- _Task input_:

• • •

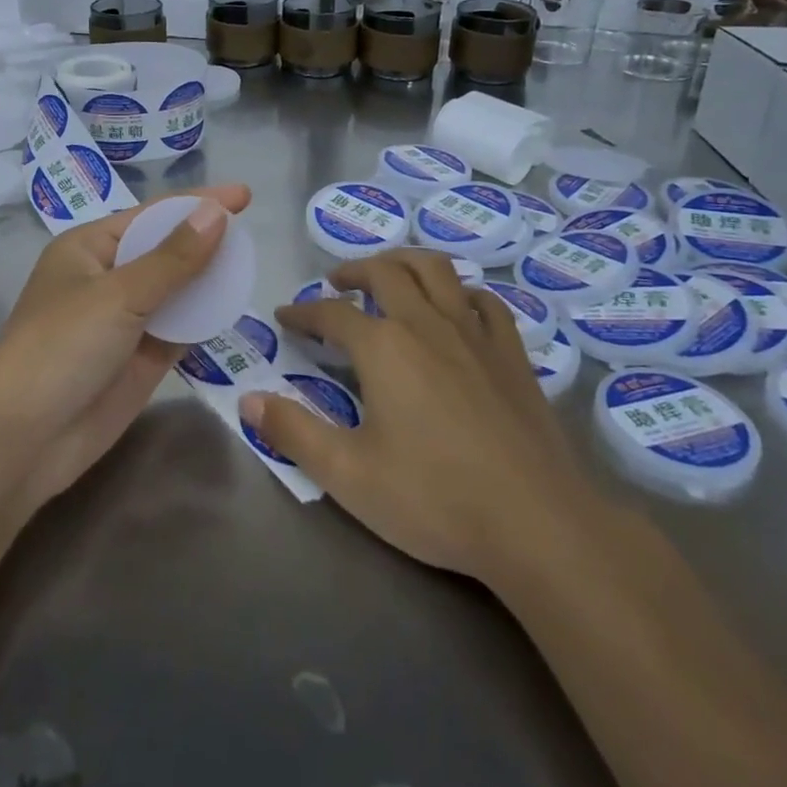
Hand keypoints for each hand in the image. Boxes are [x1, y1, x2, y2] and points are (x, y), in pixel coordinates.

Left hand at [0, 184, 251, 515]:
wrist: (25, 439)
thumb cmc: (62, 347)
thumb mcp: (120, 295)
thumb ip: (174, 258)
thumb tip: (216, 213)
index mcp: (88, 248)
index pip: (152, 215)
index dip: (197, 203)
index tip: (244, 195)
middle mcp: (106, 278)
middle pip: (165, 249)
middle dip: (204, 239)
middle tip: (251, 232)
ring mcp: (123, 320)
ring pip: (175, 289)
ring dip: (208, 279)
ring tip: (250, 265)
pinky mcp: (139, 358)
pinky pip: (179, 327)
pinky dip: (203, 317)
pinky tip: (232, 305)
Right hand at [255, 249, 604, 588]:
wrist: (538, 524)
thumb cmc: (435, 499)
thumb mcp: (349, 474)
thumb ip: (294, 433)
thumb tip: (249, 398)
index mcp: (383, 347)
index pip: (331, 313)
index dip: (303, 312)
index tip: (285, 316)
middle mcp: (426, 324)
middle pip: (385, 273)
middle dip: (353, 271)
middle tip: (336, 284)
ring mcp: (474, 334)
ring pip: (436, 270)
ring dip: (405, 262)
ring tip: (390, 274)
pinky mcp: (512, 354)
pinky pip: (486, 302)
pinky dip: (463, 293)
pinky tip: (457, 307)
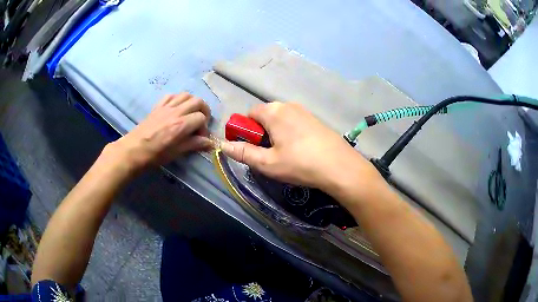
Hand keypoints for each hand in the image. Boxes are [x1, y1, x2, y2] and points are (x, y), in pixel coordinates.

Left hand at [108, 93, 212, 172]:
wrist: (134, 150)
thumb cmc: (155, 155)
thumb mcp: (176, 152)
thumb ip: (194, 144)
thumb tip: (210, 143)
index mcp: (181, 125)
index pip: (201, 118)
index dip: (204, 128)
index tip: (200, 137)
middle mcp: (176, 112)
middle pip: (197, 101)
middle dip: (204, 110)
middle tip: (201, 121)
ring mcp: (166, 107)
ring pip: (186, 95)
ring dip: (192, 102)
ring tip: (191, 113)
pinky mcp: (158, 106)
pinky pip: (171, 95)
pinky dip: (178, 99)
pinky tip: (177, 108)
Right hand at [221, 102, 377, 191]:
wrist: (340, 167)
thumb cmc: (300, 164)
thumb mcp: (267, 162)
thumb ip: (243, 153)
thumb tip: (223, 146)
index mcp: (273, 111)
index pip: (249, 114)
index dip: (245, 130)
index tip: (250, 148)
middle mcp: (288, 105)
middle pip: (265, 115)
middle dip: (261, 132)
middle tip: (267, 154)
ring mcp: (304, 111)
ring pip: (280, 119)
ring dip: (275, 133)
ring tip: (284, 154)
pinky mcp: (316, 119)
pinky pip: (294, 122)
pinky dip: (290, 133)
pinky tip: (299, 150)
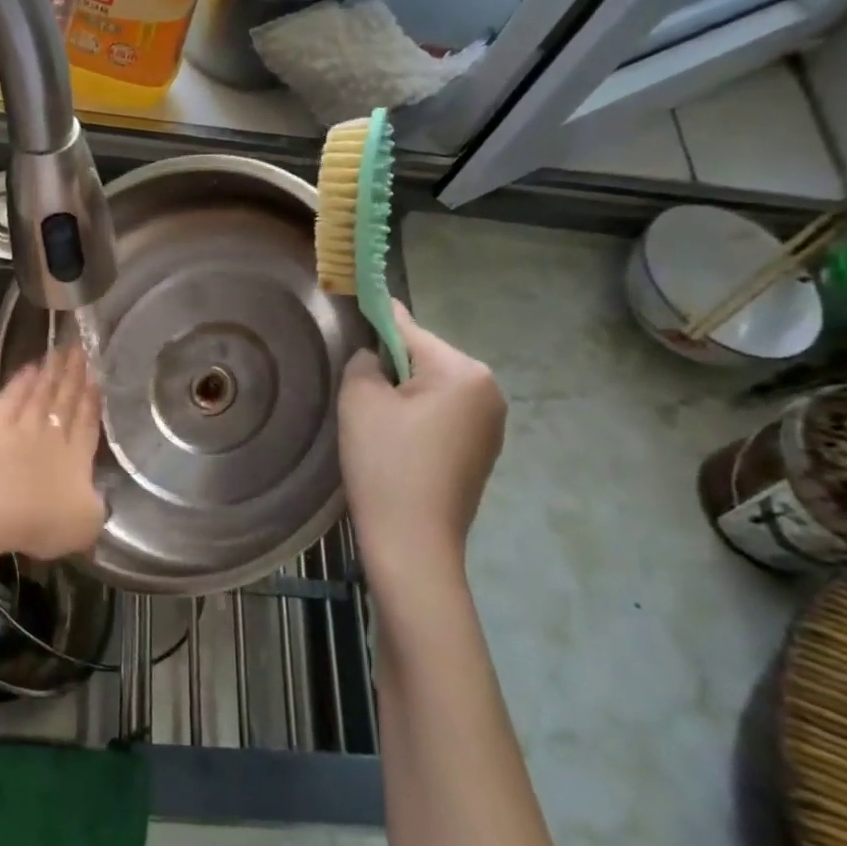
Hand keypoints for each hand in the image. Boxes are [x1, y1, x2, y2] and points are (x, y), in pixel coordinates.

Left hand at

• • •

Extract exactly and only the lines above from the line containing "thumb cmc: (300, 164)" through the line containing "pinky dip: (290, 133)", both end lines included.

thumb cmc: (300, 164)
thumb mcp: (267, 162)
thumb ip: (243, 153)
thumb tip: (223, 146)
index mcp: (273, 111)
index pip: (249, 114)
index dip: (245, 130)
index tip: (250, 148)
middle mcp: (288, 105)
middle pip: (265, 115)
middle dip: (261, 132)
middle tip: (267, 154)
ring mcp: (304, 111)
ring pip: (280, 119)
ring dip: (275, 133)
ring tip: (284, 154)
pinky mcp: (316, 119)
pinky pip: (294, 122)
pinky dip: (290, 133)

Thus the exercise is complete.